The report refers to the emissions from all members of the intergovernmental economic organisation, the OECD, along with 27 EU member states.

The findings also noted that for the first time that India came in ahead of the EU as the world’s third largest emitter, accounting for 6.6 per cent of global emissions over the bloc’s 6.4 per cent.

However, Rhodium researchers note that because of China's large population of 1.4 billion people, its per capita emissions remain lower than those in the developed world.

In 2019, China’s emissions reached 10.1 tons for each person, tripling over 20 years. However, this is less than per capita levels across OECD nations (at 10.5 tons) and well below Americans’ at 17.6 tons.

Final data for 2020 is not yet available but the think tank projects that China’s per capita emissions would outstrip OECD average as the country’s net emissions grew 1.7 per cent last year while pollution dropped in almost every other nation due to the pandemic.

While greenhouse gas pollution in China is booming, largely due to its proliferation of coal plants, historically it has been a low emitter compared to developed nations whose industrialised economies began driving the climate crisis from the mid-18th century.

"A large share of the CO2 emitted into the atmosphere each year hangs around for hundreds of years," Rhodium noted. “As a result, current global warming is the result of emissions from both the recent and more distant past.”

Since 1750 developed countries have emitted four times the carbon emissions, on a cumulative basis, compared to China, according to the report.

However, Rhodium cautions that this figure too over-emphasises the role of those emissions in the 1.1C of global heating that has taken place since pre-industrial times. A large amount of emissions are absorbed in the earth’s carbon cycle as the decades pass. “But China still has a way to go before surpassing the OECD on a cumulative contribution basis,” the report adds.

President Joe Biden announced the US’s updated climate goal ahead of the White House’s Leaders’ Summit last month, pledging to cut carbon emissions as much as 52 per cent by 2030 compared to 2005 levels.

In his remarks to a Joint Session of Congress a week later, he underlined that the climate crisis was a “global fight”.
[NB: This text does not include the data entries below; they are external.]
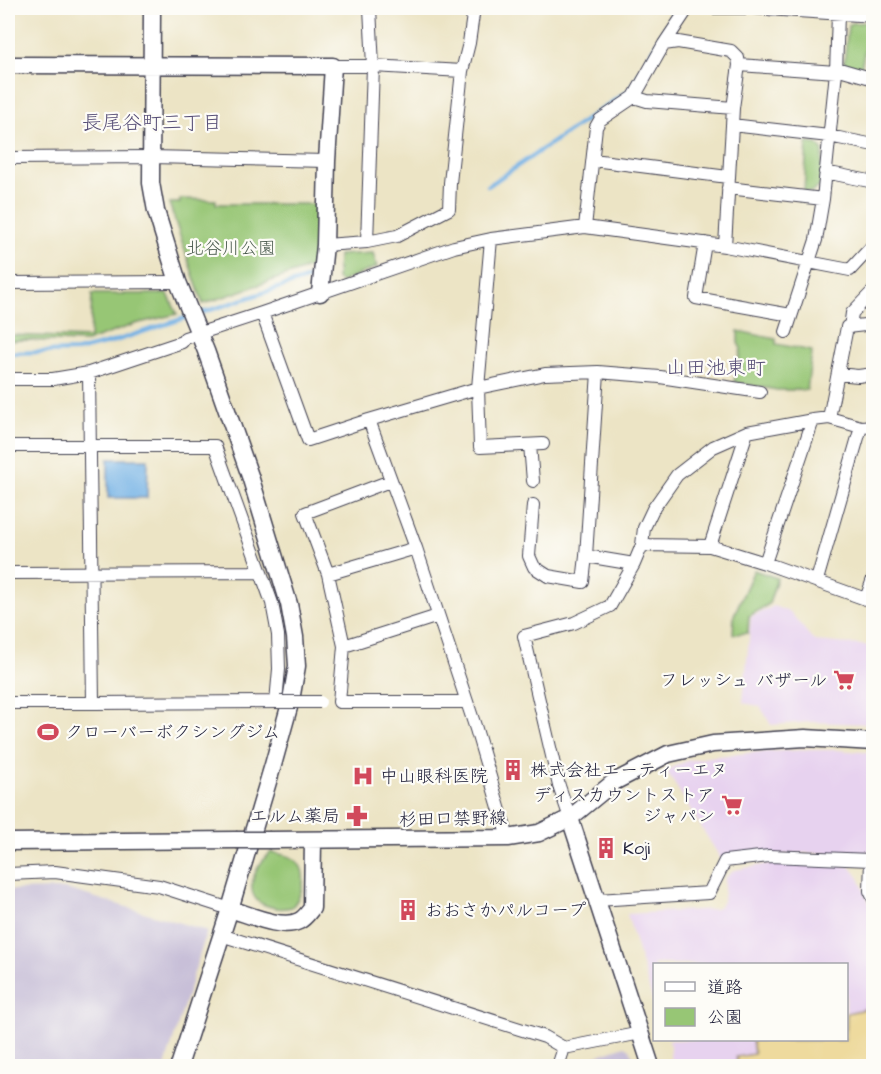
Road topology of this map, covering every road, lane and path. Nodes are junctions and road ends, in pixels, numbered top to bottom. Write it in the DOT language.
graph roads {
  1 [pos="152,8"];
  2 [pos="370,8"];
  3 [pos="474,8"];
  4 [pos="688,8"];
  5 [pos="713,8"];
  6 [pos="838,14"];
  7 [pos="873,16"];
  8 [pos="664,44"];
  9 [pos="8,65"];
  10 [pos="739,65"];
  11 [pos="151,66"];
  12 [pos="333,66"];
  13 [pos="373,66"];
  14 [pos="836,70"];
  15 [pos="462,71"];
  16 [pos="873,79"];
  17 [pos="634,97"];
  18 [pos="733,108"];
  19 [pos="732,125"];
  20 [pos="829,136"];
  21 [pos="873,145"];
  22 [pos="151,157"];
  23 [pos="8,158"];
  24 [pos="593,160"];
  25 [pos="327,161"];
  26 [pos="825,172"];
  27 [pos="728,182"];
  28 [pos="873,182"];
  29 [pos="823,199"];
  30 [pos="585,227"];
  31 [pos="490,238"];
  32 [pos="367,242"];
  33 [pos="705,243"];
  34 [pos="873,244"];
  35 [pos="325,245"];
  36 [pos="725,246"];
  37 [pos="808,261"];
  38 [pos="178,282"];
  39 [pos="8,283"];
  40 [pos="873,290"];
  41 [pos="320,293"];
  42 [pos="262,313"];
  43 [pos="792,315"];
  44 [pos="195,324"];
  45 [pos="873,324"];
  46 [pos="850,327"];
  47 [pos="786,332"];
  48 [pos="598,372"];
  49 [pos="89,374"];
  50 [pos="838,374"];
  51 [pos="873,374"];
  52 [pos="8,379"];
  53 [pos="478,388"];
  54 [pos="760,392"];
  55 [pos="829,418"];
  56 [pos="369,420"];
  57 [pos="813,420"];
  58 [pos="867,427"];
  59 [pos="747,432"];
  60 [pos="543,444"];
  61 [pos="91,445"];
  62 [pos="530,445"];
  63 [pos="8,447"];
  64 [pos="533,481"];
  65 [pos="390,482"];
  66 [pos="533,505"];
  67 [pos="642,545"];
  68 [pos="710,546"];
  69 [pos="416,548"];
  70 [pos="586,556"];
  71 [pos="765,563"];
  72 [pos="634,564"];
  73 [pos="8,573"];
  74 [pos="92,573"];
  75 [pos="260,573"];
  76 [pos="328,574"];
  77 [pos="873,576"];
  78 [pos="817,580"];
  79 [pos="870,600"];
  80 [pos="438,616"];
  81 [pos="344,646"];
  82 [pos="278,702"];
  83 [pos="339,702"];
  84 [pos="467,702"];
  85 [pos="8,703"];
  86 [pos="93,703"];
  87 [pos="873,741"];
  88 [pos="570,819"];
  89 [pos="508,838"];
  90 [pos="313,840"];
  91 [pos="8,842"];
  92 [pos="872,858"];
  93 [pos="8,874"];
  94 [pos="873,898"];
  95 [pos="597,900"];
  96 [pos="230,909"];
  97 [pos="221,934"];
  98 [pos="641,1033"];
  99 [pos="564,1048"];
  100 [pos="179,1066"];
  101 [pos="558,1066"];
  102 [pos="651,1066"];
  1 -- 11 [label="street"];
  2 -- 13 [label="street"];
  3 -- 15 [label="street"];
  4 -- 8 [label="street"];
  5 -- 6 [label="street"];
  6 -- 7 [label="street"];
  6 -- 14 [label="street"];
  8 -- 10 [label="street"];
  8 -- 17 [label="street"];
  9 -- 11 [label="street"];
  10 -- 14 [label="street"];
  10 -- 18 [label="street"];
  11 -- 12 [label="street"];
  11 -- 22 [label="street"];
  12 -- 13 [label="street"];
  12 -- 25 [label="street"];
  13 -- 15 [label="street"];
  13 -- 32 [label="street"];
  14 -- 16 [label="street"];
  14 -- 20 [label="street"];
  15 -- 32 [label="street"];
  17 -- 18 [label="street"];
  17 -- 24 [label="street"];
  18 -- 19 [label="street"];
  19 -- 20 [label="street"];
  19 -- 27 [label="street"];
  20 -- 21 [label="street"];
  20 -- 26 [label="street"];
  22 -- 23 [label="street"];
  22 -- 25 [label="street"];
  22 -- 38 [label="street"];
  24 -- 27 [label="street"];
  24 -- 30 [label="street"];
  25 -- 35 [label="street"];
  26 -- 28 [label="street"];
  26 -- 29 [label="street"];
  27 -- 29 [label="street"];
  27 -- 36 [label="street"];
  29 -- 37 [label="street"];
  30 -- 31 [label="street"];
  30 -- 33 [label="street"];
  31 -- 41 [label="street"];
  31 -- 53 [label="street"];
  32 -- 35 [label="street"];
  33 -- 36 [label="street"];
  33 -- 43 [label="street"];
  34 -- 37 [label="street"];
  35 -- 41 [label="street"];
  36 -- 37 [label="street"];
  37 -- 43 [label="street"];
  38 -- 39 [label="street"];
  38 -- 44 [label="street"];
  40 -- 46 [label="street"];
  41 -- 42 [label="street"];
  42 -- 44 [label="street"];
  42 -- 56 [label="street"];
  43 -- 47 [label="street"];
  44 -- 49 [label="street"];
  44 -- 96 [label="street"];
  45 -- 46 [label="street"];
  46 -- 50 [label="street"];
  48 -- 53 [label="street"];
  48 -- 54 [label="street"];
  48 -- 70 [label="street"];
  49 -- 52 [label="street"];
  49 -- 61 [label="street"];
  50 -- 51 [label="street"];
  50 -- 55 [label="street"];
  53 -- 56 [label="street"];
  53 -- 62 [label="street"];
  55 -- 57 [label="street"];
  55 -- 58 [label="street"];
  56 -- 65 [label="street"];
  57 -- 59 [label="street"];
  57 -- 71 [label="street"];
  58 -- 78 [label="street"];
  59 -- 67 [label="street"];
  59 -- 68 [label="street"];
  60 -- 62 [label="street"];
  61 -- 63 [label="street"];
  61 -- 74 [label="street"];
  61 -- 75 [label="street"];
  62 -- 64 [label="street"];
  65 -- 69 [label="street"];
  65 -- 76 [label="street"];
  66 -- 70 [label="street"];
  67 -- 68 [label="street"];
  67 -- 72 [label="street"];
  68 -- 71 [label="street"];
  69 -- 76 [label="street"];
  69 -- 80 [label="street"];
  70 -- 72 [label="street"];
  71 -- 78 [label="street"];
  72 -- 88 [label="street"];
  73 -- 74 [label="street"];
  74 -- 75 [label="street"];
  74 -- 86 [label="street"];
  75 -- 82 [label="street"];
  76 -- 81 [label="street"];
  77 -- 79 [label="street"];
  78 -- 79 [label="street"];
  80 -- 81 [label="street"];
  80 -- 84 [label="street"];
  81 -- 83 [label="street"];
  82 -- 83 [label="street, bridge"];
  82 -- 86 [label="street"];
  83 -- 84 [label="street"];
  84 -- 89 [label="street"];
  85 -- 86 [label="street"];
  87 -- 88 [label="street, 杉田口禁野線"];
  88 -- 89 [label="street, 杉田口禁野線"];
  88 -- 95 [label="street"];
  89 -- 90 [label="street, 杉田口禁野線"];
  90 -- 91 [label="street, 杉田口禁野線, bridge"];
  90 -- 96 [label="street"];
  92 -- 94 [label="street"];
  92 -- 95 [label="street"];
  93 -- 96 [label="street"];
  95 -- 98 [label="street"];
  96 -- 97 [label="street"];
  97 -- 99 [label="street"];
  97 -- 100 [label="street"];
  98 -- 99 [label="street"];
  98 -- 102 [label="street"];
  99 -- 101 [label="street"];
}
“The United States accounts ... less than 15 per cent of carbon emissions,” President Biden said. “The rest of the world accounts for 85 per cent. That’s why I kept my commitment to rejoin the Paris Accord — because if we do everything perfectly, it’s not going to ultimately matter.”

John Kerry, Mr Biden’s international climate envoy, has said that China is a top priority in US climate negotiations ahead of the consequential UN climate talks, COP26, in Glasgow this November.
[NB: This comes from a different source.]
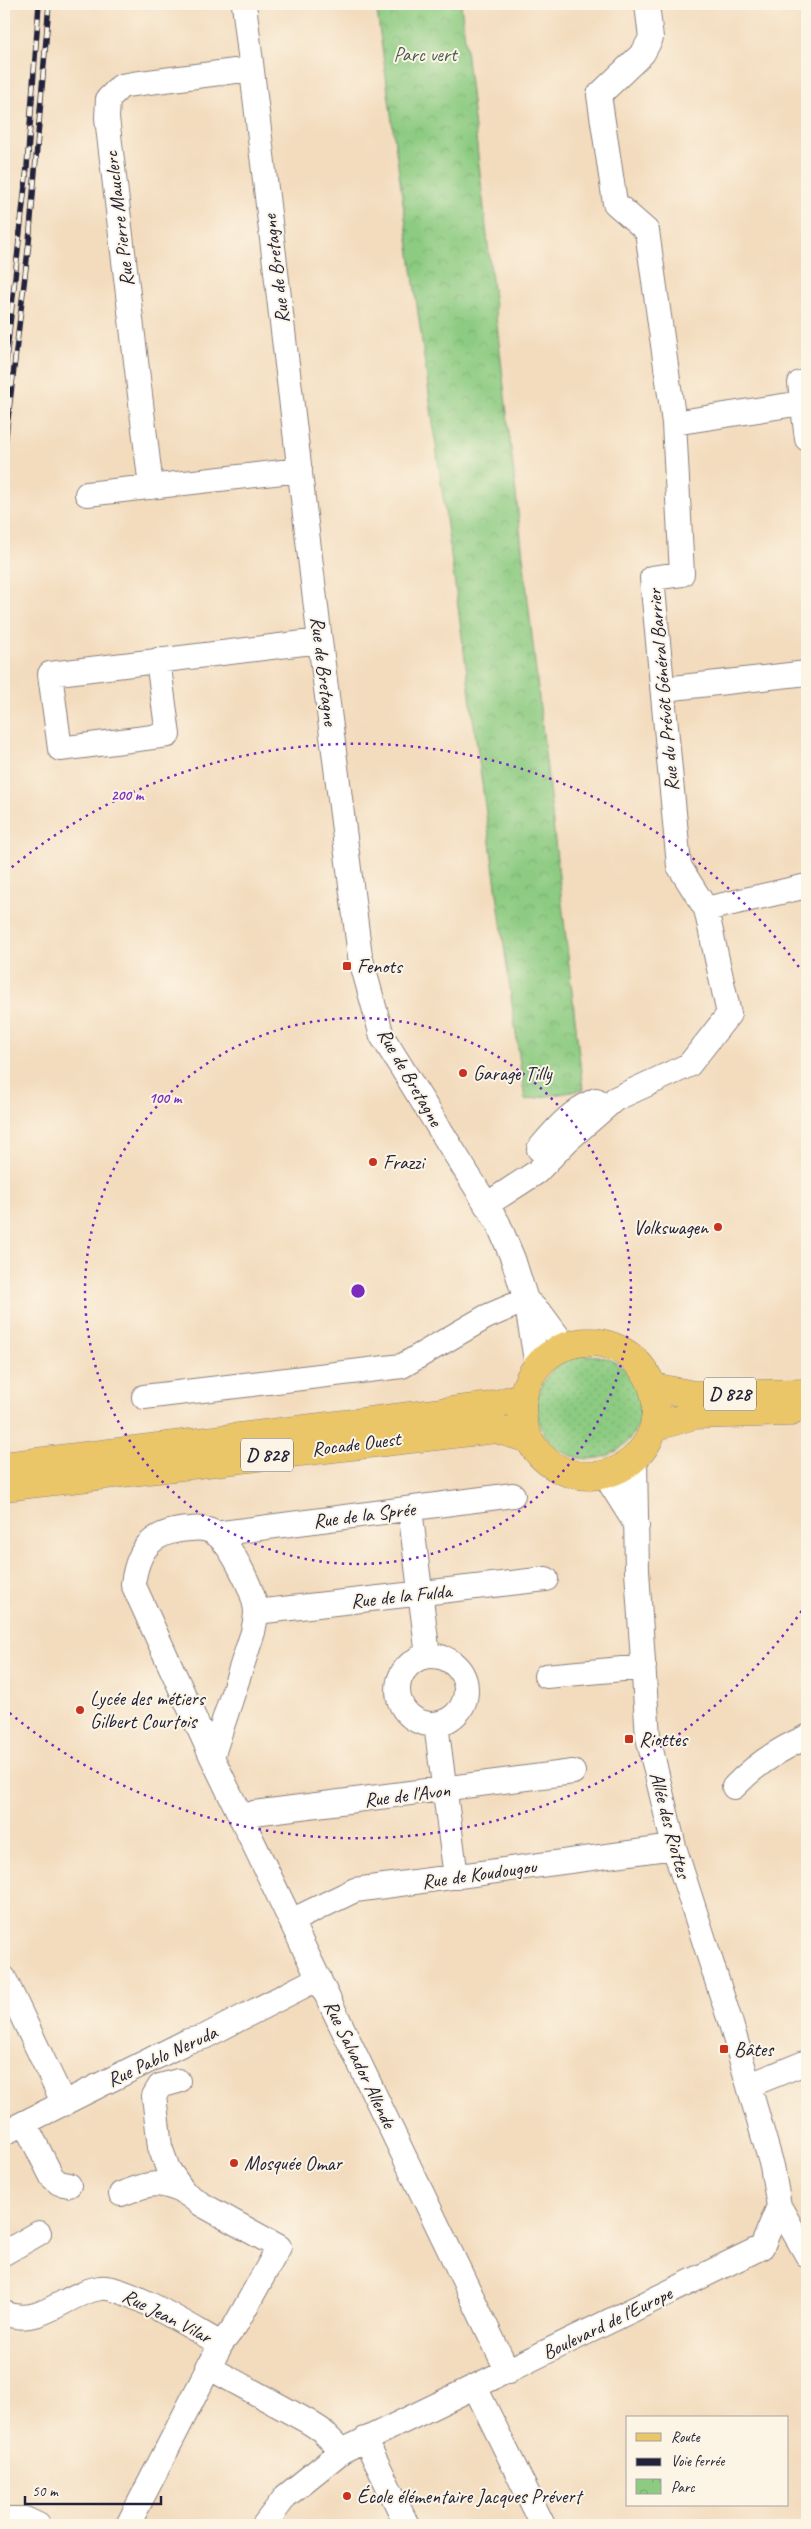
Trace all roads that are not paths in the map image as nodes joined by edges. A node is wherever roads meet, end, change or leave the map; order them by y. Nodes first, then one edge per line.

But while Mr Kerry was in Shanghai last month, Chinese Vice Foreign Minister Le Yucheng made reference to America’s and Europe’s historical emissions in an Associated Press interview.

“China is at a stage different from that of the US and European developed countries – we are still a primary school student, while the US and other developed countries are already in middle school. So, it is against the natural course of development if you ask these two groups of students to graduate at the same time,” he said.
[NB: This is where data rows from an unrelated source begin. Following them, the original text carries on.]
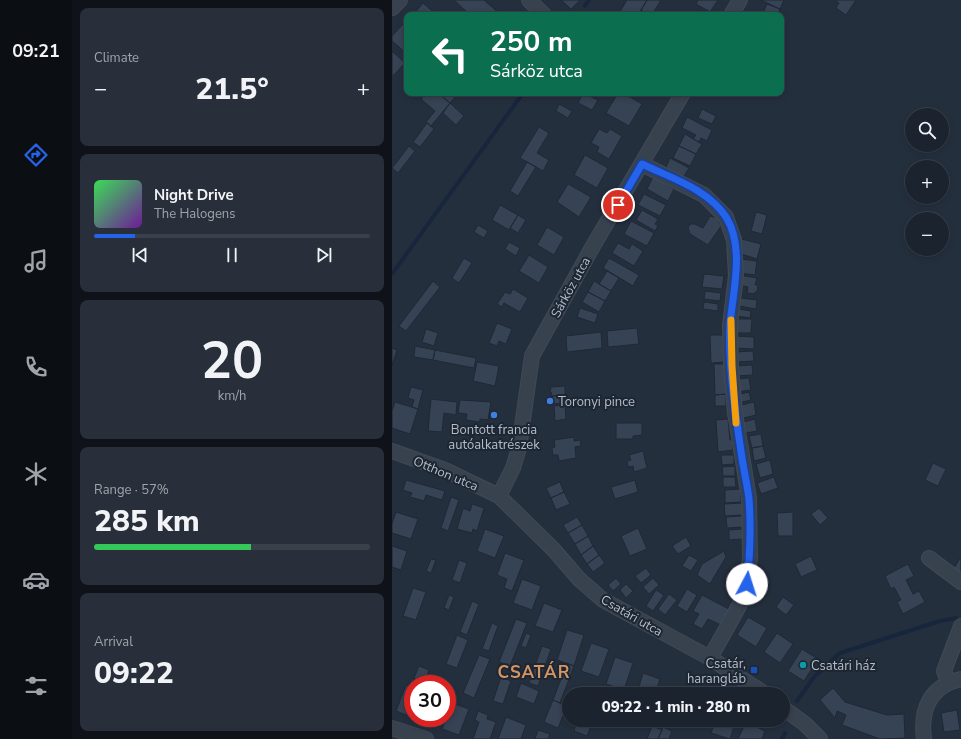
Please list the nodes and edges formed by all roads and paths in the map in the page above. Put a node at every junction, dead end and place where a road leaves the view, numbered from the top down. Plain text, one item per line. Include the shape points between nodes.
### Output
1 (400, 0) edge
2 (528, 0) edge
3 (740, 0) edge
4 (392, 8) edge
5 (541, 12) edge
6 (733, 12) edge
7 (679, 96) edge
8 (642, 164) junction
9 (392, 453) edge
10 (499, 496) junction
11 (929, 558) dead end
12 (961, 582) edge
13 (961, 626) edge
14 (710, 658) junction
15 (954, 680) edge
16 (754, 687) edge
17 (790, 713) edge
18 (392, 728) edge
19 (426, 739) edge
20 (820, 739) edge
21 (924, 739) edge

1 - 4 street
2 - 5 street
3 - 6 street
7 - 8 street, Sárköz utca
8 - 10 street, Sárköz utca via 532,356 519,448 513,468
8 - 14 street via 704,195 726,217 734,240 736,276 730,325 732,366 735,413 748,498 750,557 747,584 739,606
9 - 10 street, Otthon utca via 445,470
10 - 14 street, Csatári utca via 554,550 579,579 603,600
11 - 12 street
13 - 15 street via 944,670
14 - 16 street, Csatári utca
15 - 21 street via 929,699 923,716
17 - 20 street
18 - 19 street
“Developed countries will take 50 to 60 years to move from carbon peak to carbon neutrality, but China has undertaken to do it within 30 years. This is already a big commitment, isn’t it?”

He added that the US should do more to help developing countries upgrade their energy infrastructures. “Lead by example, instead of blaming and scapegoating China,” he added.

At the White House climate summit, President Xi Jinping said that China would work alongside the US but made no new pledge, reiterating his announcement from last year that the superpower aims to reach peak emissions by 2030.

He added that country would “strictly control” coal projects, and limit increases of the fossil fuel over the next five years.

Republicans have criticised the Biden administration’s climate pledges. In a tweet, Senate Minority leader Mitch McConnell said: “This administration’s zeal for costly climate policy at home is not matched by our biggest competitors. China’s share of emissions is nearly double ours. The Paris Agreement is largely toothless. Democrats can kill US jobs and industries with no real impact on global emissions.”